-- Work instruction --
Filter the entries that follow, copying every line in which the word "Lissaboner" appears.

-- Data records --
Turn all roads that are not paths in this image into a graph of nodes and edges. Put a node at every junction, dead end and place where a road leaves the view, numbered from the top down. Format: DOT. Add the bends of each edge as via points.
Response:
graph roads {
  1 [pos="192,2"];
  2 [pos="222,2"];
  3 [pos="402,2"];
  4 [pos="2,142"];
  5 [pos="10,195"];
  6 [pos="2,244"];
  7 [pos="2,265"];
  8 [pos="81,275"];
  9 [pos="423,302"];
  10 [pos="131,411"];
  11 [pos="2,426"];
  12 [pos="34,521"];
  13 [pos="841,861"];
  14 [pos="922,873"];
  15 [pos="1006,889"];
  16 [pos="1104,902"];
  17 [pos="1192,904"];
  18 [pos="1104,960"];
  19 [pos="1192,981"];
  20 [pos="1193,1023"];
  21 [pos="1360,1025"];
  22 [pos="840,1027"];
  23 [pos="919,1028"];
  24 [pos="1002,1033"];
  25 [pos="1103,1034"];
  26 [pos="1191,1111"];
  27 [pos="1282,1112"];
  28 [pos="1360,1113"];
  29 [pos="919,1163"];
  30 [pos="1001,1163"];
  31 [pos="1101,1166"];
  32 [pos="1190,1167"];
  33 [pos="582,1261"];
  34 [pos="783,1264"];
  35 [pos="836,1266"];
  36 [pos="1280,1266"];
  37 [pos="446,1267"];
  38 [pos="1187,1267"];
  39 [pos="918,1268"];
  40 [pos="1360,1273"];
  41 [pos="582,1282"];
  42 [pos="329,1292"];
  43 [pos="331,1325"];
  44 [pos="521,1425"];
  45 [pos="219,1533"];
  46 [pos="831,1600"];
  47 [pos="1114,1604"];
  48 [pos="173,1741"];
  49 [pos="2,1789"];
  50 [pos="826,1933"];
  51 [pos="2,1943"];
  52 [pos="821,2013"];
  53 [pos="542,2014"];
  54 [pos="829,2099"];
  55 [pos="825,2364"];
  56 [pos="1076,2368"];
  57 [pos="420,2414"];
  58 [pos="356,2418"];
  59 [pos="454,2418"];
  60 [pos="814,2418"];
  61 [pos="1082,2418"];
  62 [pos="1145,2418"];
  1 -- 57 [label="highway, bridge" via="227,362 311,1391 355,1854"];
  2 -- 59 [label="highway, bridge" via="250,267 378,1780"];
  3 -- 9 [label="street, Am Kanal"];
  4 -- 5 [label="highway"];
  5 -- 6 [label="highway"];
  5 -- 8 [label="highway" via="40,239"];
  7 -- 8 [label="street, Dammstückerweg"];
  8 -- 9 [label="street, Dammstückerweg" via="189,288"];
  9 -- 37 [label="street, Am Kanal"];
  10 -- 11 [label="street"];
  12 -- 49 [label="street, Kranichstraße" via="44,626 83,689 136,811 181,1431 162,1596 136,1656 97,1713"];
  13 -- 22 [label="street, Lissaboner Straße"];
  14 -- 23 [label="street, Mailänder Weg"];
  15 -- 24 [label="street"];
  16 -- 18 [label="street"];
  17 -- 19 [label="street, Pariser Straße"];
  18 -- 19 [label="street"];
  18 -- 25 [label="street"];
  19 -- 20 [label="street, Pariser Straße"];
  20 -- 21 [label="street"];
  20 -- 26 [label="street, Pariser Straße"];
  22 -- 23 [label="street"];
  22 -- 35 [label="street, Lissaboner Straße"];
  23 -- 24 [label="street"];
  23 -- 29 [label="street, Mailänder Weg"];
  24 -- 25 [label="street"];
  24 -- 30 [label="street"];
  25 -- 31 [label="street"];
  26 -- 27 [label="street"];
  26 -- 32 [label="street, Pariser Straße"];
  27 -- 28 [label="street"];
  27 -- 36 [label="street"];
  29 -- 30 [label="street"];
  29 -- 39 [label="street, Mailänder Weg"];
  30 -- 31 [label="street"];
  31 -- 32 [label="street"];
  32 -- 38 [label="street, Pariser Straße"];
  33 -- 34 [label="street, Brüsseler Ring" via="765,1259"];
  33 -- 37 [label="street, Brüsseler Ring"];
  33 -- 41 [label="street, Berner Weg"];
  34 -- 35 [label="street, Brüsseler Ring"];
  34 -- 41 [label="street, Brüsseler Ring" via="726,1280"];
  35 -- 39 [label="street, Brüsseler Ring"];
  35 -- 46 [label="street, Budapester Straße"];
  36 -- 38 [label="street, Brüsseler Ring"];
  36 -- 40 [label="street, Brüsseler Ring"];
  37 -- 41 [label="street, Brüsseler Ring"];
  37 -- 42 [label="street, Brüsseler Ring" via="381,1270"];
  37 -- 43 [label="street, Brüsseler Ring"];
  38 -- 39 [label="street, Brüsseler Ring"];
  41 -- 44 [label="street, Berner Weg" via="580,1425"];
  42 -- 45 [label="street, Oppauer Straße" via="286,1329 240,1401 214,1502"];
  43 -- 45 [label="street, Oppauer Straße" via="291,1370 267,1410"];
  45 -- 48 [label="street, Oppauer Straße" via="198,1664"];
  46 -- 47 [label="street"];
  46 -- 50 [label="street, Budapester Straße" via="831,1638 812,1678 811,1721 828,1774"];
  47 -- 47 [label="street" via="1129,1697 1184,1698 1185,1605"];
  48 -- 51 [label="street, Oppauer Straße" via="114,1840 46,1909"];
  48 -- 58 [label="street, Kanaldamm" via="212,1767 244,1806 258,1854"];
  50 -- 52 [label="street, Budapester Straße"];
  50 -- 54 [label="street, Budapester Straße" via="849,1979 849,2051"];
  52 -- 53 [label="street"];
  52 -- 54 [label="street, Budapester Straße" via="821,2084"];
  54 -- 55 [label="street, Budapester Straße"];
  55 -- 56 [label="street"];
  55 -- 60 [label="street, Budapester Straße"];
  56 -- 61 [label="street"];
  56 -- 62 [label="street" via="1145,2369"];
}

-- Response for this exercise --
  13 -- 22 [label="street, Lissaboner Straße"];
  22 -- 35 [label="street, Lissaboner Straße"];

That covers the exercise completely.